A survey of machine learning techniques for detecting and diagnosing COVID-19 from imaging

Aishwarza Panday, Muhammad Ashad Kabir, Nihad Karim Chowdhury

Research output: Contribution to journalArticlepeer-review

1 Citation (Scopus)
138 Downloads (Pure)

Abstract

Background: Due to the limited availability and high cost of the reverse transcription-polymerase chain reaction (RT-PCR) test, many studies have proposed machine learning techniques for detecting COVID-19 from medical imaging. The purpose of this study is to systematically review, assess, and synthesize research articles that have used different machine learning techniques to detect and diagnose COVID-19 from chest X-ray and CT scan images.
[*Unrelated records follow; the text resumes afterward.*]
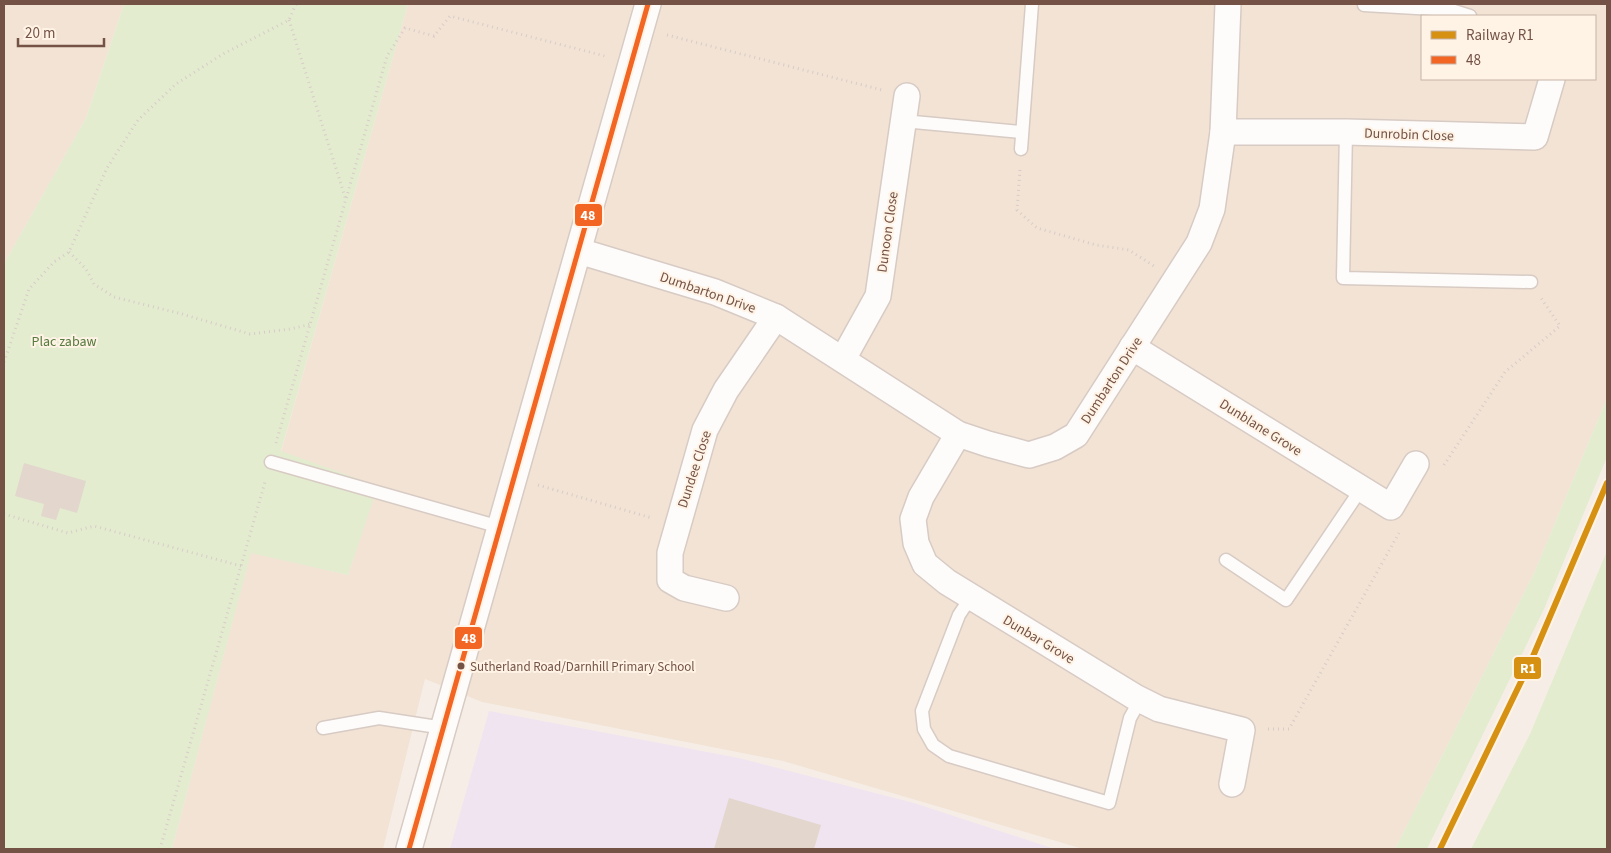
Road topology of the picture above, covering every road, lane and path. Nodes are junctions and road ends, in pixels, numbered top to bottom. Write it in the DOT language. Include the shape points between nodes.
graph roads {
  1 [pos="296,4"];
  2 [pos="648,4"];
  3 [pos="1032,4"];
  4 [pos="1228,4"];
  5 [pos="1364,5"];
  6 [pos="1467,15"];
  7 [pos="289,20"];
  8 [pos="641,28"];
  9 [pos="631,63"];
  10 [pos="1552,80"];
  11 [pos="907,96"];
  12 [pos="904,121"];
  13 [pos="1021,132"];
  14 [pos="1223,132"];
  15 [pos="1346,132"];
  16 [pos="1021,149"];
  17 [pos="346,201"];
  18 [pos="578,251"];
  19 [pos="69,252"];
  20 [pos="1176,280"];
  21 [pos="1531,282"];
  22 [pos="776,317"];
  23 [pos="311,324"];
  24 [pos="1132,347"];
  25 [pos="843,359"];
  26 [pos="4,362"];
  27 [pos="958,434"];
  28 [pos="271,462"];
  29 [pos="1416,464"];
  30 [pos="514,478"];
  31 [pos="1361,489"];
  32 [pos="4,514"];
  33 [pos="677,525"];
  34 [pos="500,527"];
  35 [pos="1226,560"];
  36 [pos="241,566"];
  37 [pos="971,597"];
  38 [pos="726,598"];
  39 [pos="1140,700"];
  40 [pos="323,728"];
  41 [pos="444,728"];
  42 [pos="1232,784"];
  43 [pos="160,849"];
  44 [pos="409,849"];
  1 -- 7 [label="path"];
  2 -- 8 [label="street"];
  3 -- 13 [label="lane"];
  4 -- 14 [label="street, Dumbarton Drive"];
  5 -- 6 [label="lane" via="1451,10"];
  7 -- 17 [label="path"];
  7 -- 19 [label="path" via="223,54 176,84 138,120 107,168"];
  8 -- 9 [label="street"];
  8 -- 11 [label="path"];
  9 -- 17 [label="path" via="450,16 434,36 405,28 387,56"];
  9 -- 18 [label="street"];
  10 -- 15 [label="street, Dunrobin Close" via="1535,137"];
  11 -- 12 [label="street, Dunoon Close"];
  12 -- 13 [label="lane"];
  12 -- 25 [label="street, Dunoon Close" via="878,296"];
  13 -- 16 [label="lane"];
  14 -- 15 [label="street, Dunrobin Close"];
  14 -- 20 [label="street, Dumbarton Drive" via="1212,209 1199,243"];
  15 -- 21 [label="lane" via="1344,278"];
  16 -- 20 [label="path" via="1017,210 1037,228 1096,245 1129,250"];
  17 -- 23 [label="path"];
  18 -- 22 [label="street, Dumbarton Drive" via="715,292"];
  18 -- 30 [label="street"];
  19 -- 23 [label="path" via="94,284 114,297 250,334"];
  19 -- 26 [label="path" via="54,262 28,289"];
  20 -- 24 [label="street, Dumbarton Drive"];
  22 -- 25 [label="street, Dumbarton Drive"];
  22 -- 33 [label="street, Dundee Close" via="726,390 705,430"];
  23 -- 28 [label="path"];
  24 -- 27 [label="street, Dumbarton Drive" via="1076,435 1055,447 1029,455"];
  24 -- 31 [label="street, Dunblane Grove"];
  25 -- 27 [label="street, Dumbarton Drive"];
  27 -- 37 [label="street, Dunbar Grove" via="921,497 913,519 916,542 925,564"];
  28 -- 34 [label="lane"];
  28 -- 36 [label="path"];
  29 -- 31 [label="street, Dunblane Grove" via="1391,507"];
  30 -- 33 [label="path"];
  30 -- 34 [label="street"];
  31 -- 35 [label="lane" via="1286,600"];
  32 -- 36 [label="path" via="68,533 94,526"];
  33 -- 38 [label="street, Dundee Close" via="670,553 670,580 684,588"];
  34 -- 41 [label="street"];
  36 -- 43 [label="path"];
  37 -- 39 [label="street, Dunbar Grove"];
  37 -- 39 [label="lane" via="959,615 922,711 924,729 932,745 949,756 1109,803 1130,718"];
  39 -- 42 [label="street, Dunbar Grove" via="1159,709 1242,730"];
  40 -- 41 [label="lane" via="379,718"];
  41 -- 44 [label="street"];
}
Methods: A structured literature search was conducted in the relevant bibliographic databases to ensure that the survey solely centered on reproducible and high-quality research. We selected papers based on our inclusion criteria.

Results: In this survey, we reviewed $98$ articles that fulfilled our inclusion criteria. We have surveyed a complete pipeline of chest imaging analysis techniques related to COVID-19, including data collection, pre-processing, feature extraction, classification, and visualization.We have considered CT scans and X-rays as both are widely used to describe the latest developments in medical imaging to detect COVID-19.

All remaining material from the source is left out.